Durante visita de ministro, eles exigem política de preços mínimos e valorização do dólar

ARAÇATUBA

Agricultores da região de Araçatuba, interior de São Paulo, jogaram 2,1 toneladas de grãos na rua e depois atearam fogo em protesto contra os baixos preços dos produtos e endividamento no setor. A manifestação ocorreu durante a visita do ministro da Agricultura, Roberto Rodrigues, à Feira de Negócios do Setor de Energia, que considerou que o protesto foi "justo".

Antes de o ministro chegar, os manifestantes espalharam 1 tonelada de milho, 1 tonelada de soja e 120 kg de arroz pela rua que dá acesso ao parque onde era realizada a feira. Após a chegada de Rodrigues, eles puseram fogo numa parte dos grãos. Porém, a organização da feira evitou o confronto, desviando a comitiva por uma entrada lateral do parque.

"Ele é ministro da cana, não da agricultura", reclamou o produtor José Carlos Roberto, plantador de soja. "Queríamos que ele passasse por aqui para ouvir nossas reivindicações", reclamou o líder do movimento, Roberto Frare, presidente da Associação dos Produtores de Coroados.

Os produtores acusam o governo de incentivar a crise no campo ao não estabelecer preço mínimo para os produtos e não fazer nada para deter a queda do dólar.

Rodrigues afirmou que o governo prepara uma "MP do Bem" para a agricultura, que vai propor uma ampla renegociação de dívidas e recursos para a comercialização da safra.

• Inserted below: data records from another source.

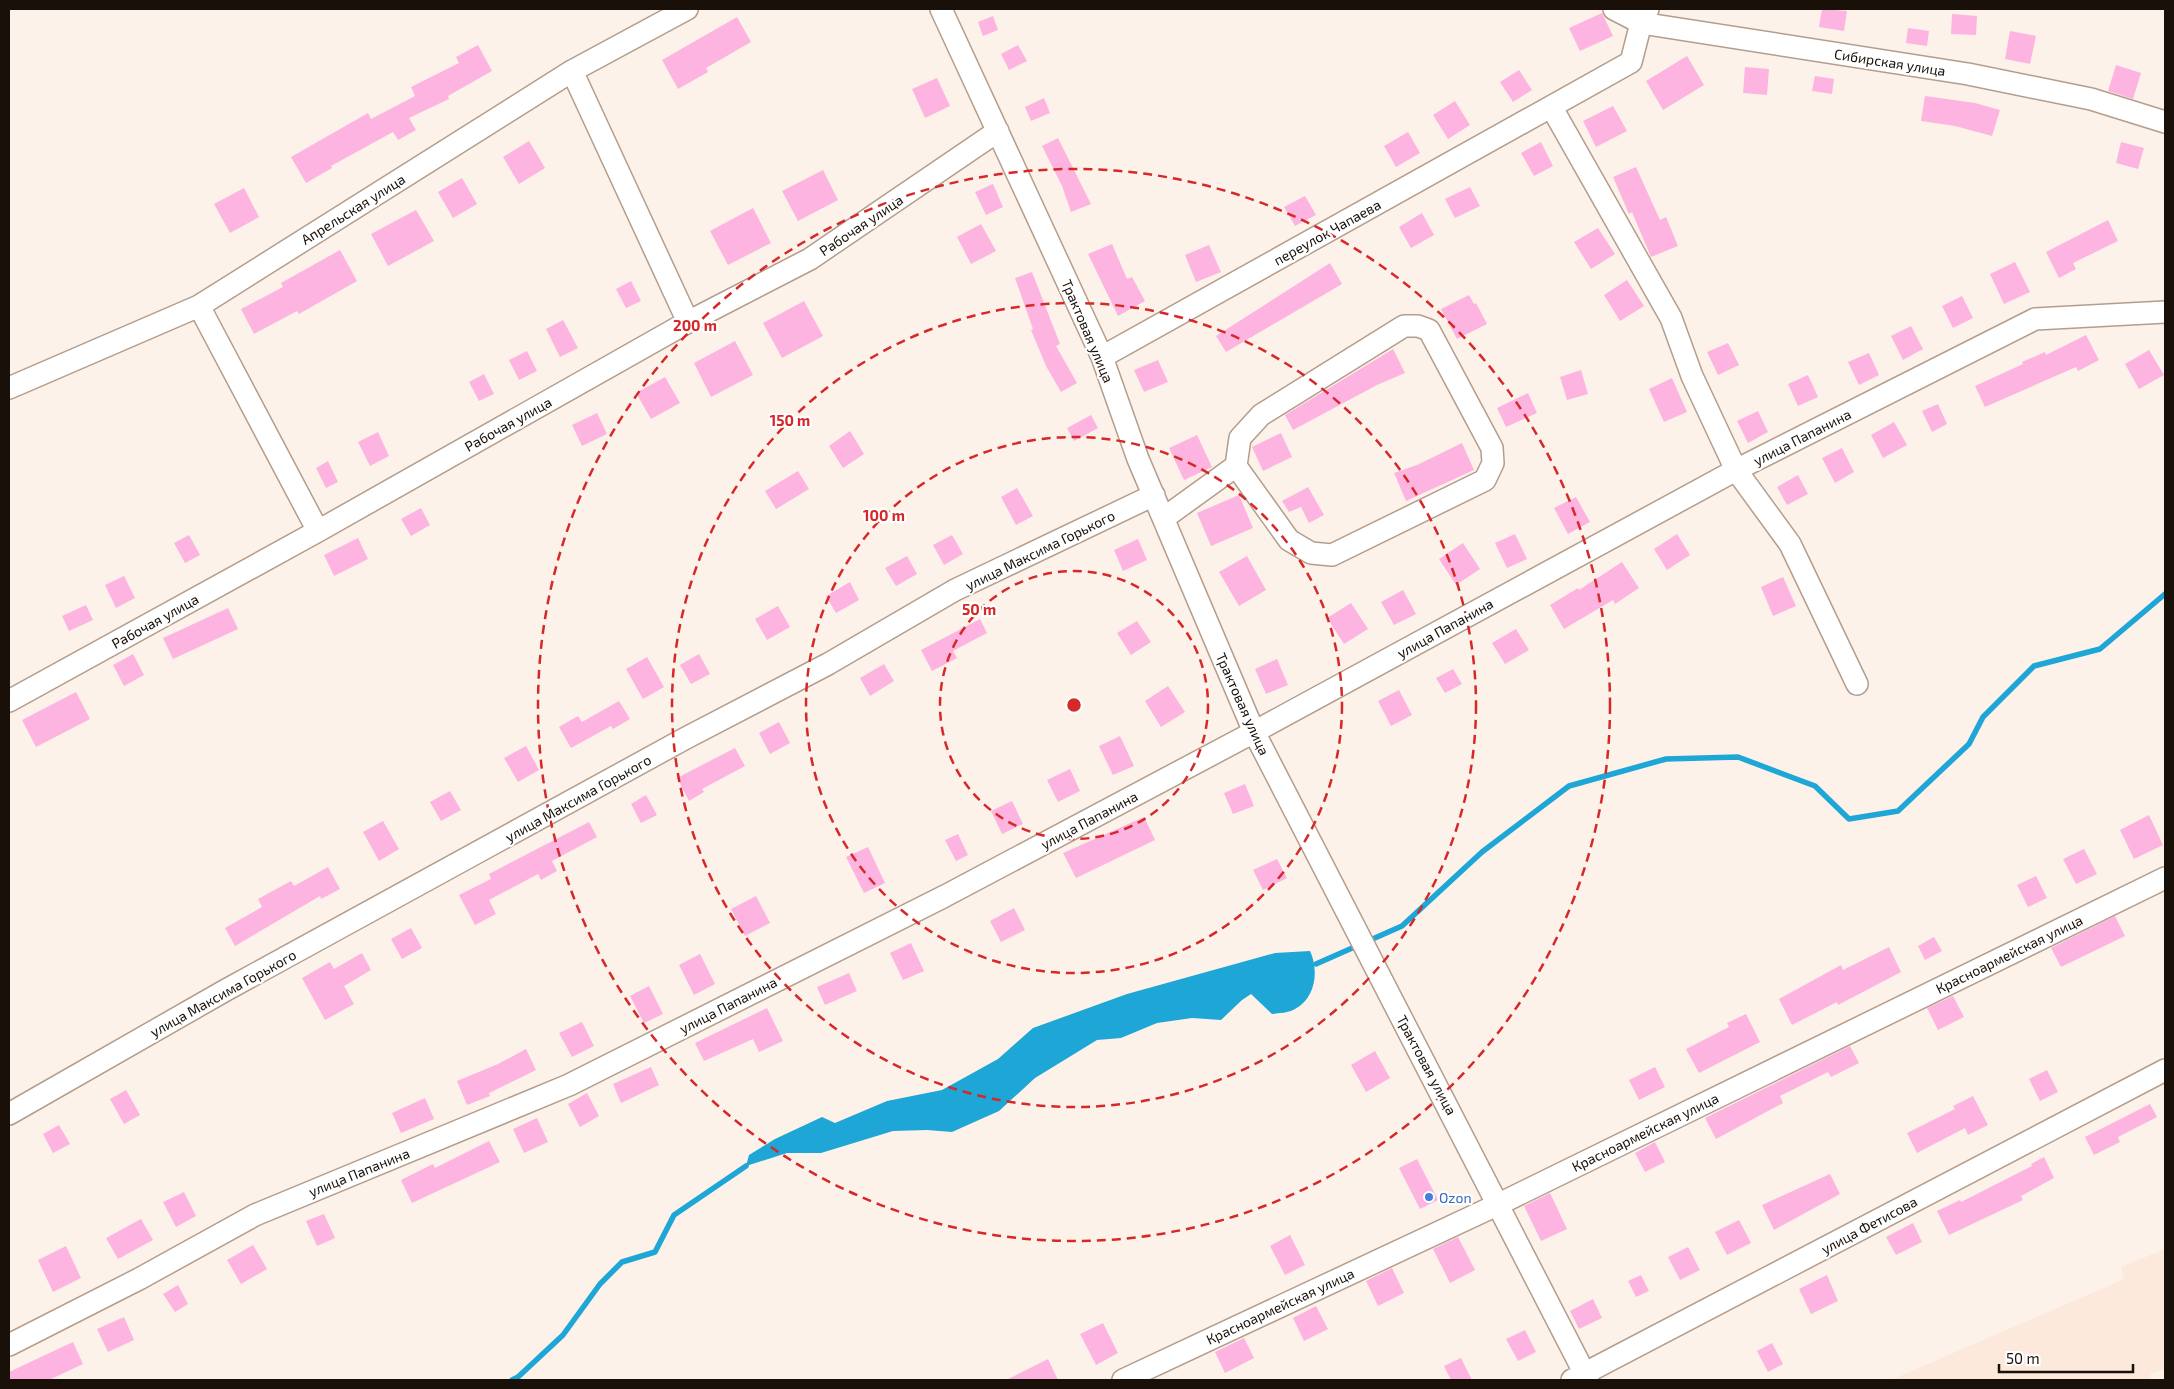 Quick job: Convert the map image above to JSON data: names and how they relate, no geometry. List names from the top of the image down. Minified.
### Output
{"streets":{"street":["Сибирская улица","Апрельская улица","Рабочая улица","переулок Чапаева","Трактовая улица","улица Папанина","улица Максима Горького","Красноармейская улица","улица Фетисова"]},"crossings":[["Сибирская улица","переулок Чапаева"],["Рабочая улица","Трактовая улица"],["переулок Чапаева","Трактовая улица"],["Трактовая улица","улица Папанина"],["Трактовая улица","улица Максима Горького"],["Трактовая улица","Красноармейская улица"],["Трактовая улица","улица Фетисова"]],"places":["Ozon"],"scale_bar":"50 m","rings":["200 m","150 m","100 m","50 m"]} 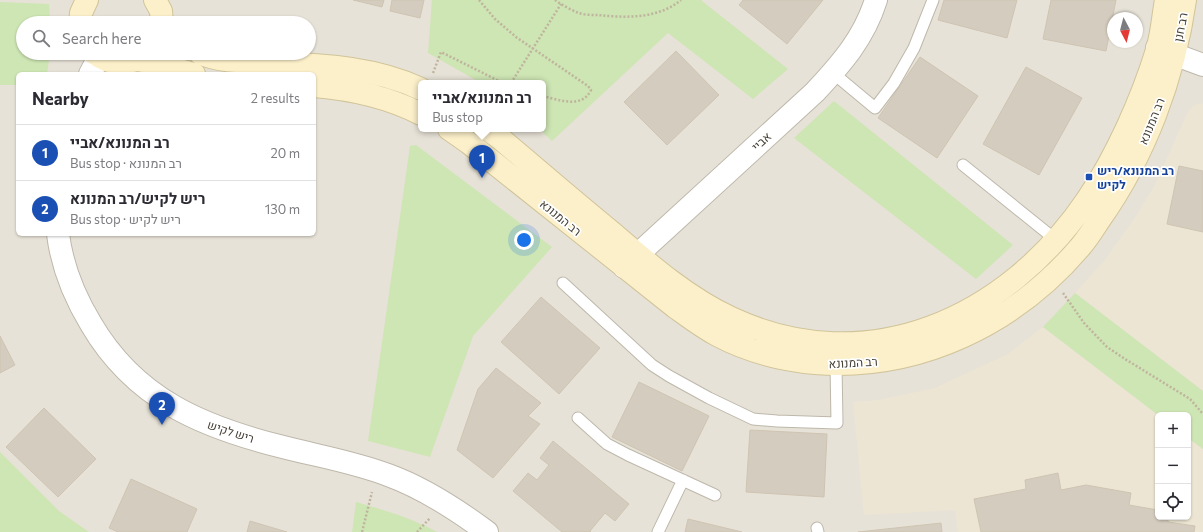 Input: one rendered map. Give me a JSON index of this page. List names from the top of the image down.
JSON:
{
  "streets": {
    "street": [
      "רב חנן",
      "רב המנונא",
      "אביי",
      "ריש לקיש"
    ]
  },
  "crossings": [
    ["רב חנן", "רב המנונא"],
    ["רב המנונא", "אביי"]
  ],
  "places": {
    "transit": ["רב המנונא/ריש לקיש"]
  },
  "north": "bottom",
  "page": {
    "search": "Search here",
    "heading": ["Nearby", "2 results"],
    "popup": ["רב המנונא/אביי", "Bus stop"],
    "list": [
      {
        "mark": "1",
        "name": "רב המנונא/אביי",
        "note": "Bus stop · רב המנונא",
        "value": "20 m"
      },
      {
        "mark": "2",
        "name": "ריש לקיש/רב המנונא",
        "note": "Bus stop · ריש לקיש",
        "value": "130 m"
      }
    ],
    "pins": ["1", "2"],
    "map_buttons": ["+", "−"]
  }
}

Ele também citou, como medida para minimizar o problema de preços baixos nos grãos, a adoção, por parte do governo, de medidas de apoio ao preço mínimo e comercialização. No entanto, apesar de o Ministério ter pedido R$ 1,7 bilhão para tais medidas, o orçamento da União para este ano ainda não foi aprovado, o que dificulta o apoio ao setor. "O preço do mercado neste momento está abaixo dos preços mínimos e, quando isso acontece, o governo deveria intervir; mas como o orçamento não foi aprovado, não conseguimos alocar esses recursos."

Segundo o ministro, as medidas devem passar por uma revisão de toda a questão da dívida agrícola e por um modelo vigoroso de apoio à comercialização da safra, além do reforço para o seguro rural, biodiesel e ao setor canavieiro do Nordeste.

Em todo o País, os produtores de grãos estão reivindicando a prorrogação das dívidas de investimento que vencem neste ano e a liberação de uma linha de emergência para apoiar a comercialização da safra 2005/2006. "Sou produtor há 20 anos e esta é a pior crise que já vi", disse Rui Prado, presidente da Associação dos Produtores de Soja de Mato Grosso (Aprosoja). "Ela começou no fim de 2004 e não enxergo perspectivas de que acabe este ano."

Os agricultores encaminharam ao Ministério da Agricultura uma radiografia dos problemas. O trabalho, compilado pela Organização das Cooperativas do Estado do Paraná (Ocepar) mostra que as lavouras de soja, milho e trigo sofreram uma forte deterioração nos termos de troca. Em outras palavras, é preciso produzir mais soja, milho e trigo para conseguir comprar a mesma quantidade de maquinário ou de insumos.

Segundo a Ocepar, a maior cota de responsabilidade pelas agruras do setor se deve à valorização do real. O trabalho mostra que o dólar em janeiro ficou 19% abaixo do registrado na média nominal entre janeiro de 2003 e dezembro de 2005. Como a desvalorização vem ocorrendo sistematicamente, esta já é a segunda safra seguida em que os agricultores compram insumos dolarizados a valores mais altos em reais do que os praticados no momento da comercialização. O dólar mais baixo significa preços agrícolas de produtos de exportação mais baixos também.

O pedido mais urgente dos produtores é que sejam reescalonadas as dívidas de custeio deste ano e aquelas contraídas no ano passado e prorrogadas para 2006. Um segundo pedido é para que as parcelas das linhas de investimento que vencem este ano sejam transferidas para o último ano de contrato. Por último, o setor quer a ampliação dos recursos destinados ao apoio à comercialização agrícola este ano.

Os produtores já receberam o primeiro aceno do governo. O setor ganhou prazo adicional de 60 dias para pagar as dívidas de custeio da safra passada.